In a victim personal statement read out at Manchester Magistrates Court, his partner Paula Fitzpatrick, said how his death had affected their family.
“I cannot really explain what we have lost without describing the kind of person John was,” she said.
“John was a joyful character, full of life, and often described as the life and soul of the party.
“He would talk to anyone and I would often lose him for a couple of hours when he went to the local shop as he would be talking to all the neighbours on the way.
“He was that kind of person – a very hardworking man who would do all the DIY around the house and that included all the family’s odd-jobs.
“At the time of his death, we were planning how our future would look.”

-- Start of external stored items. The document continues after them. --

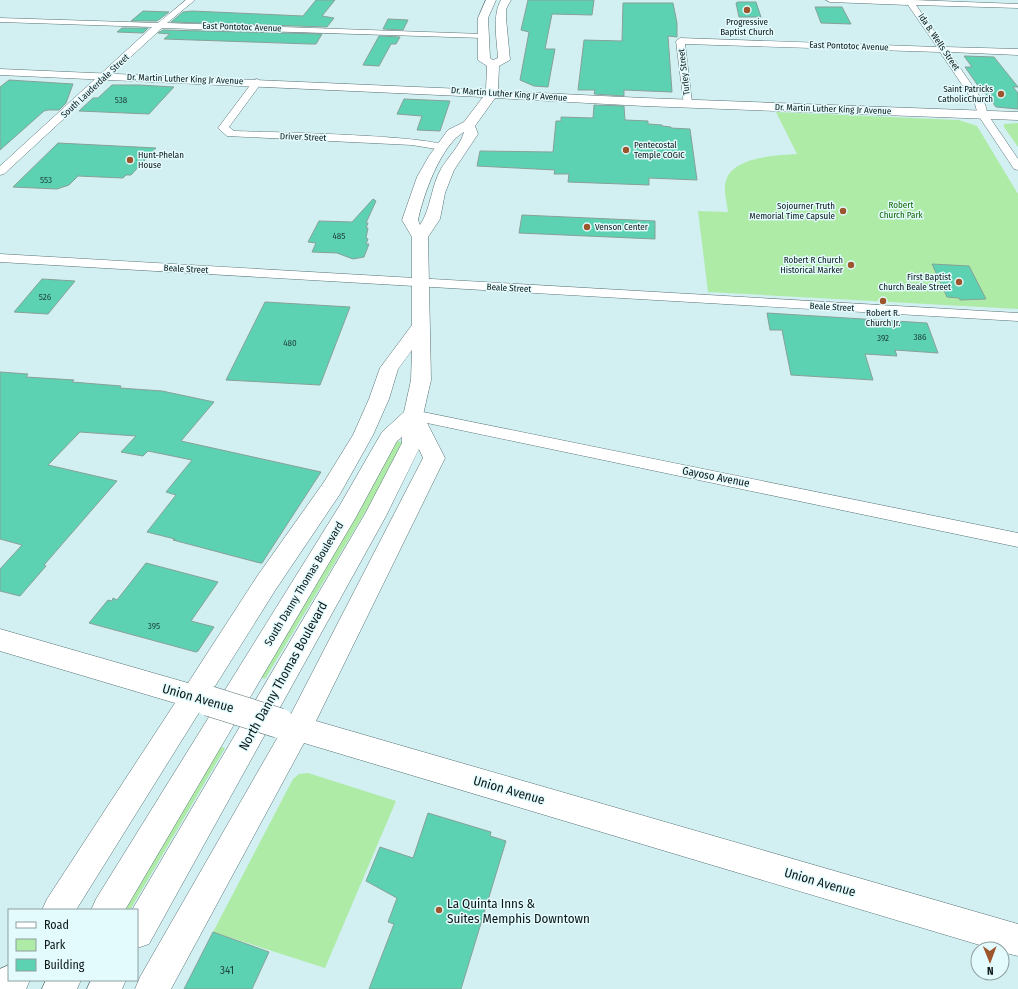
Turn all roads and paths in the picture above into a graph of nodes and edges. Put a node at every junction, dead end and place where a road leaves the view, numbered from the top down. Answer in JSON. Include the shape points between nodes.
{"nodes":[{"id":1,"x":191,"y":0,"type":"edge"},
{"id":2,"x":491,"y":0,"type":"edge"},
{"id":3,"x":506,"y":0,"type":"edge"},
{"id":4,"x":830,"y":0,"type":"edge"},
{"id":5,"x":911,"y":1,"type":"edge"},
{"id":6,"x":1018,"y":6,"type":"edge"},
{"id":7,"x":0,"y":20,"type":"edge"},
{"id":8,"x":161,"y":24,"type":"junction"},
{"id":9,"x":483,"y":36,"type":"junction"},
{"id":10,"x":680,"y":41,"type":"joint"},
{"id":11,"x":944,"y":50,"type":"junction"},
{"id":12,"x":1018,"y":52,"type":"edge"},
{"id":13,"x":493,"y":64,"type":"junction"},
{"id":14,"x":0,"y":72,"type":"edge"},
{"id":15,"x":107,"y":76,"type":"junction"},
{"id":16,"x":257,"y":82,"type":"junction"},
{"id":17,"x":492,"y":93,"type":"junction"},
{"id":18,"x":687,"y":103,"type":"junction"},
{"id":19,"x":983,"y":115,"type":"junction"},
{"id":20,"x":1018,"y":116,"type":"edge"},
{"id":21,"x":469,"y":125,"type":"junction"},
{"id":22,"x":442,"y":147,"type":"junction"},
{"id":23,"x":7,"y":154,"type":"dead end"},
{"id":24,"x":20,"y":155,"type":"junction"},
{"id":25,"x":1018,"y":166,"type":"edge"},
{"id":26,"x":0,"y":172,"type":"edge"},
{"id":27,"x":420,"y":237,"type":"junction"},
{"id":28,"x":0,"y":258,"type":"edge"},
{"id":29,"x":421,"y":282,"type":"junction"},
{"id":30,"x":1018,"y":317,"type":"edge"},
{"id":31,"x":422,"y":325,"type":"junction"},
{"id":32,"x":413,"y":415,"type":"junction"},
{"id":33,"x":1018,"y":540,"type":"edge"},
{"id":34,"x":0,"y":640,"type":"edge"},
{"id":35,"x":202,"y":699,"type":"junction"},
{"id":36,"x":288,"y":725,"type":"junction"},
{"id":37,"x":59,"y":909,"type":"edge"},
{"id":38,"x":108,"y":909,"type":"edge"},
{"id":39,"x":138,"y":930,"type":"edge"},
{"id":40,"x":1018,"y":940,"type":"edge"},
{"id":41,"x":152,"y":989,"type":"edge"}],
"edges":[{"from":1,"to":8,"type":"street","name":"South Lauderdale Street"},
{"from":2,"to":9,"type":"main road","via":[[483,18]]},
{"from":3,"to":13,"type":"main road","via":[[500,12],[504,60]]},
{"from":4,"to":5,"type":"street"},
{"from":5,"to":6,"type":"street"},
{"from":5,"to":11,"type":"street","name":"Ida B. Wells Street"},
{"from":7,"to":8,"type":"street","name":"East Pontotoc Avenue"},
{"from":8,"to":9,"type":"street","name":"East Pontotoc Avenue"},
{"from":8,"to":15,"type":"street","name":"South Lauderdale Street"},
{"from":9,"to":13,"type":"main road","via":[[484,60]]},
{"from":10,"to":11,"type":"street","name":"East Pontotoc Avenue"},
{"from":10,"to":18,"type":"street","name":"Turley Street"},
{"from":11,"to":12,"type":"street","name":"East Pontotoc Avenue"},
{"from":11,"to":19,"type":"street","name":"Ida B. Wells Street","via":[[980,104]]},
{"from":13,"to":17,"type":"main road"},
{"from":14,"to":15,"type":"main road","name":"Dr. Martin Luther King Jr Avenue"},
{"from":15,"to":16,"type":"main road","name":"Dr. Martin Luther King Jr Avenue"},
{"from":15,"to":24,"type":"street","name":"South Lauderdale Street"},
{"from":16,"to":17,"type":"main road","name":"Dr. Martin Luther King Jr Avenue"},
{"from":16,"to":22,"type":"street","name":"Driver Street","via":[[223,128],[231,134],[412,142]]},
{"from":17,"to":18,"type":"main road","name":"Dr. Martin Luther King Jr Avenue"},
{"from":17,"to":21,"type":"main road"},
{"from":18,"to":19,"type":"main road","name":"Dr. Martin Luther King Jr Avenue"},
{"from":19,"to":20,"type":"main road","name":"Dr. Martin Luther King Jr Avenue"},
{"from":19,"to":25,"type":"street","name":"Ida B. Wells Street"},
{"from":21,"to":22,"type":"main road","via":[[453,133]]},
{"from":21,"to":27,"type":"main road","via":[[471,134],[447,170],[432,219]]},
{"from":22,"to":27,"type":"main road","via":[[424,177],[414,203],[410,220]]},
{"from":23,"to":24,"type":"street"},
{"from":24,"to":26,"type":"street","name":"South Lauderdale Street"},
{"from":27,"to":29,"type":"main road"},
{"from":28,"to":29,"type":"street","name":"Beale Street"},
{"from":29,"to":30,"type":"street","name":"Beale Street"},
{"from":29,"to":31,"type":"main road"},
{"from":31,"to":32,"type":"main road","via":[[421,380]]},
{"from":31,"to":35,"type":"main road","via":[[389,368],[379,399],[363,434],[332,488],[267,582]]},
{"from":32,"to":33,"type":"street","name":"Gayoso Avenue"},
{"from":32,"to":36,"type":"main road","via":[[434,458]]},
{"from":32,"to":38,"type":"main road","name":"South Danny Thomas Boulevard","via":[[389,438],[348,511]]},
{"from":32,"to":39,"type":"main road","name":"North Danny Thomas Boulevard","via":[[412,443],[375,516]]},
{"from":34,"to":35,"type":"main road","name":"Union Avenue"},
{"from":35,"to":36,"type":"main road","name":"Union Avenue","bridge":true},
{"from":35,"to":37,"type":"main road"},
{"from":36,"to":40,"type":"main road","name":"Union Avenue"},
{"from":36,"to":41,"type":"main road"}]}
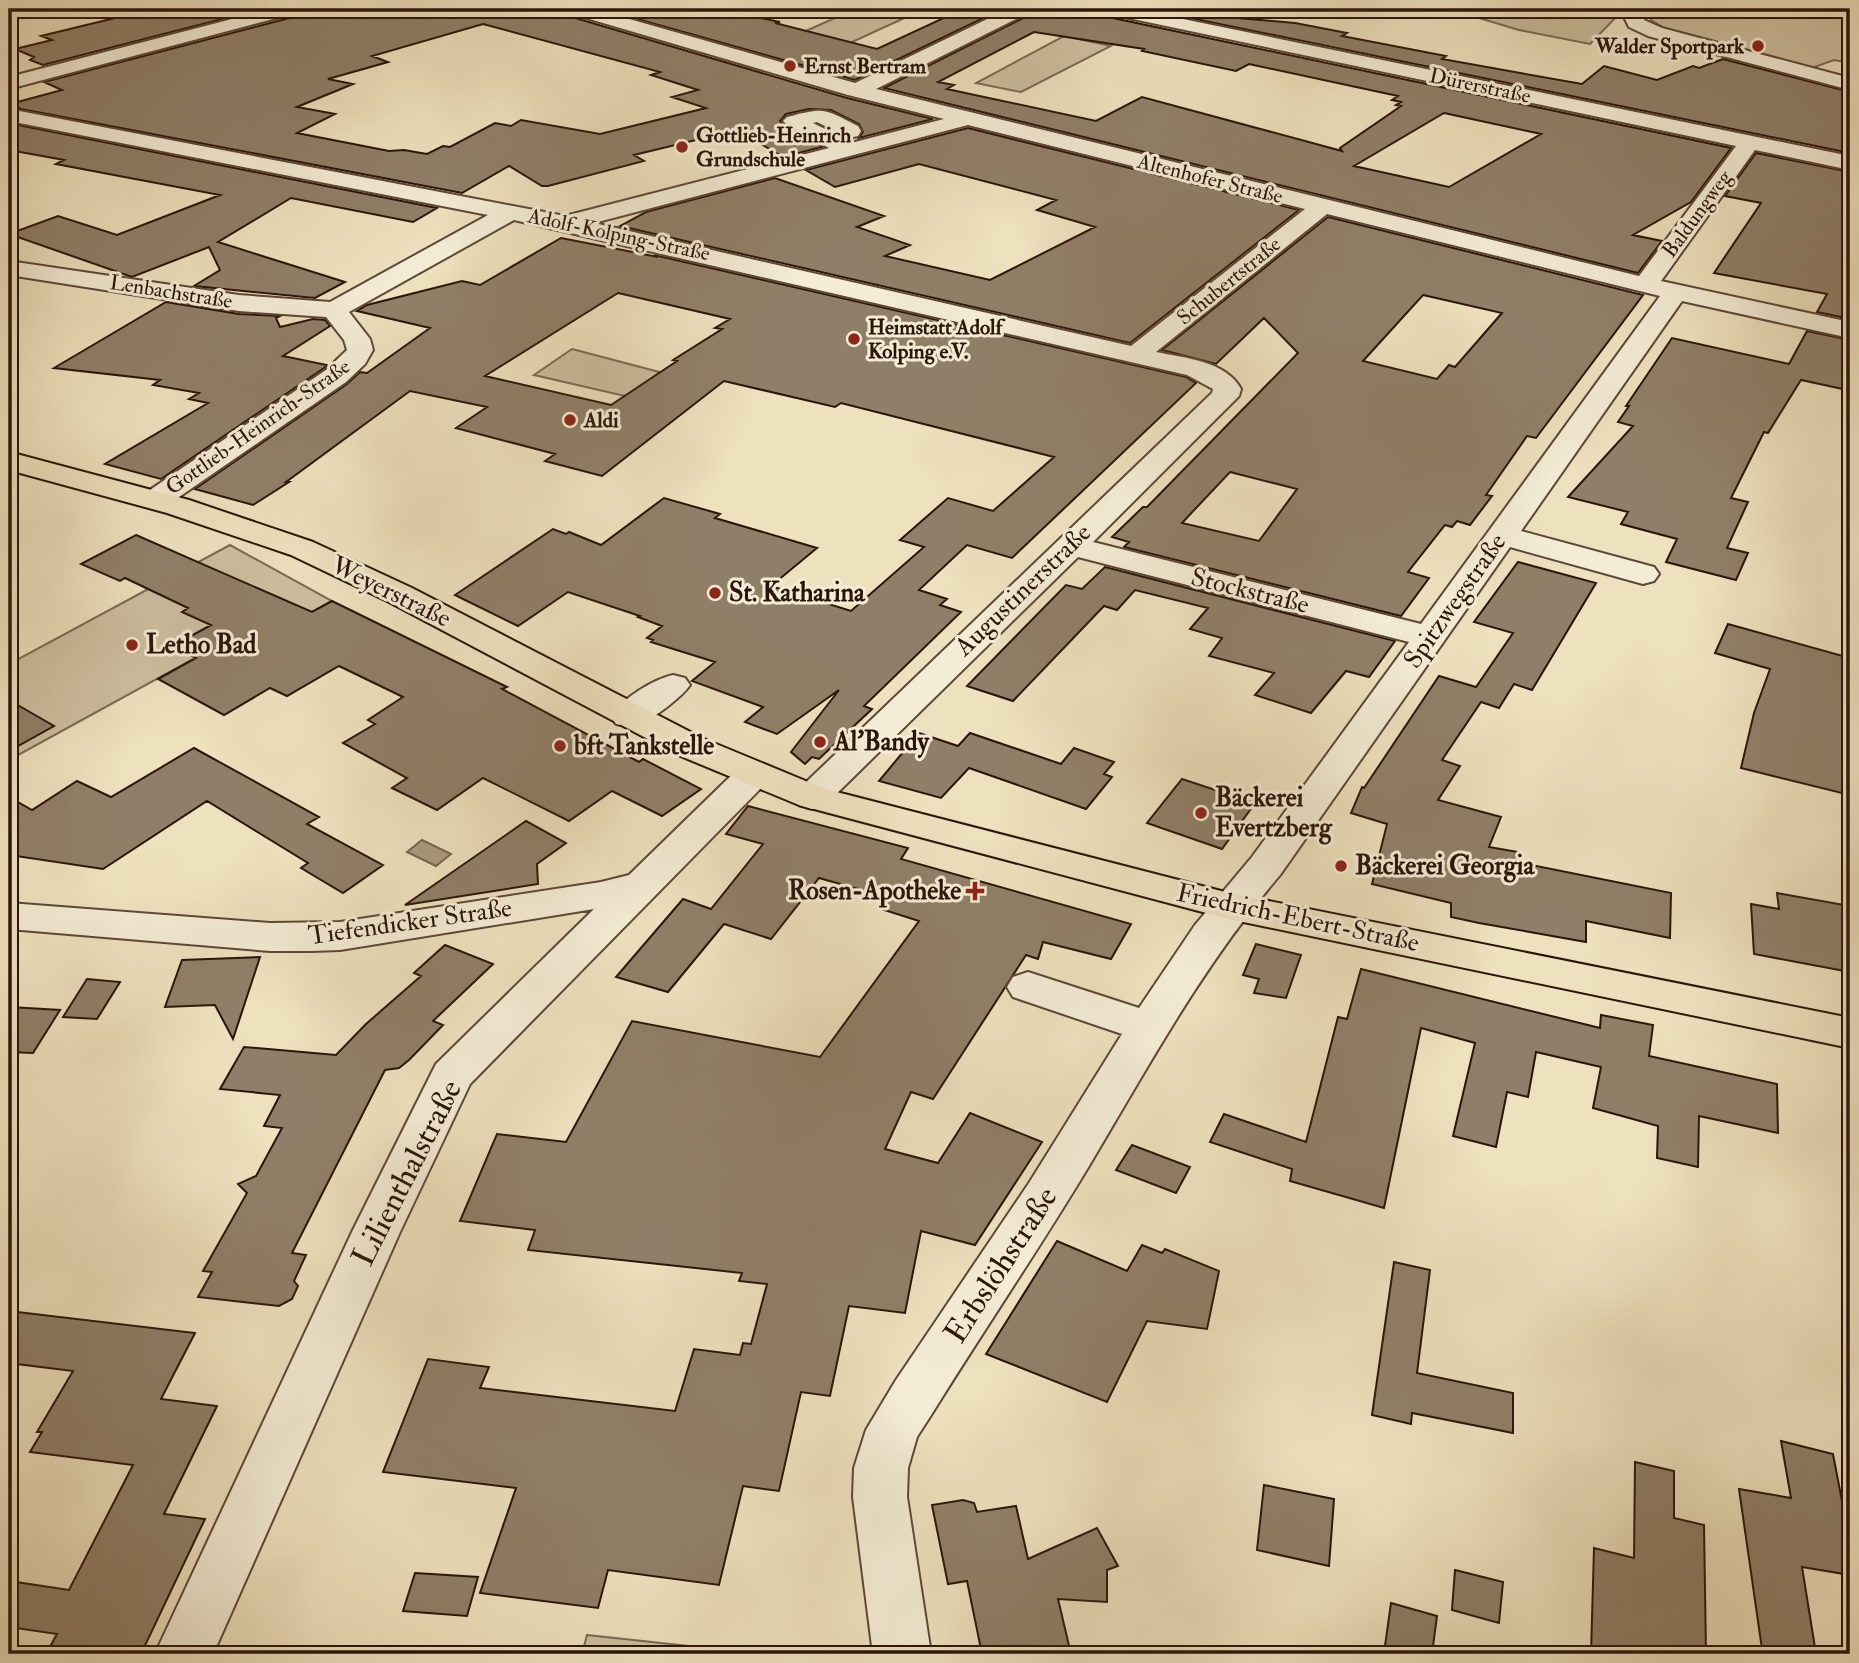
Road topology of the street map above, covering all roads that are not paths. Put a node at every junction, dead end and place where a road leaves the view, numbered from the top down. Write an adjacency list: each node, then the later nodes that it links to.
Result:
1 (290, 9): 6 (street)
2 (575, 9): 8 (street, Altenhofer Straße)
3 (1022, 9): 8 (street)
4 (1109, 9): 12 (street, Dürerstraße)
5 (1643, 9): 7 (street)
6 (9, 83)
7 (1850, 84)
8 (855, 90): 10 (street, Altenhofer Straße)
9 (9, 115): 16 (street, Adolf-Kolping-Straße)
10 (969, 119): 13 (street); 15 (street, Altenhofer Straße)
11 (824, 137): 13 (street)
12 (1750, 142): 14 (street, Dürerstraße); 19 (street, Baldungweg)
13 (848, 150): 17 (street)
14 (1850, 163)
15 (1323, 206): 19 (street, Altenhofer Straße); 23 (street, Schubertstraße)
16 (511, 212): 17 (street, Adolf-Kolping-Straße); 21 (street)
17 (567, 224): 23 (street, Adolf-Kolping-Straße)
18 (9, 268): 21 (street, Lenbachstraße)
19 (1644, 285): 20 (street, Altenhofer Straße)
20 (1676, 292): 22 (street, Altenhofer Straße); 27 (street, Spitzwegstraße)
21 (334, 310): 26 (street, Gottlieb-Heinrich-Straße)
22 (1850, 330)
23 (1136, 355): 24 (street, Adolf-Kolping-Straße)
24 (1223, 381): 28 (street, Augustinerstraße)
25 (9, 461): 26 (main road, Weyerstraße)
26 (155, 500): 32 (main road, Weyerstraße)
27 (1501, 535): 29 (street); 30 (street, Spitzwegstraße)
28 (1069, 545): 30 (street, Stockstraße); 34 (street, Augustinerstraße)
29 (1643, 575)
30 (1431, 637): 36 (street, Spitzwegstraße)
31 (673, 685): 32 (street)
32 (629, 716): 33 (main road, Weyerstraße)
33 (752, 776): 34 (main road, Friedrich-Ebert-Straße); 35 (street, Lilienthalstraße)
34 (812, 797): 36 (main road, Friedrich-Ebert-Straße)
35 (642, 885): 37 (street, Tiefendicker Straße); 41 (street, Lilienthalstraße)
36 (1229, 906): 39 (street, Erbslöhstraße); 40 (main road, Friedrich-Ebert-Straße)
37 (9, 916)
38 (1028, 987): 39 (street)
39 (1150, 1027): 42 (street, Erbslöhstraße)
40 (1850, 1032)
41 (184, 1654)
42 (902, 1654)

An investigation by the Health and Safety Executive (HSE) found the company had failed in a number of areas.
The risk assessment was out of date and not fit for purpose, and there was no pedestrian and vehicle segregation in place in the loading area.
Visiting drivers were not given clear information about site safety.
At a sentencing hearing at Manchester Magistrates’ Court on Wednesday (January 25), Kingsland Drinks of The Winery, Fairhills Road, Irlam, Manchester, pleaded guilty to breaching section 2(1) and 3(1) of the Health and Safety at Work Act.
It was fined £800,000 and ordered to pay costs of £5,614.30.
Speaking after the hearing, HSE inspector Sharon Butler said: “This death would have been prevented if clear controls had been in place for visiting drivers.
“Companies who have loading areas need to provide information and instructions to visiting drivers and have clear segregation in place to ensure the site is safe for all who use it.
“Easy steps can be taken to reduce the risk of visiting drivers becoming injured on site.”
The Health and Safety Executive (HSE) is Britain’s national regulator for workplace health and safety.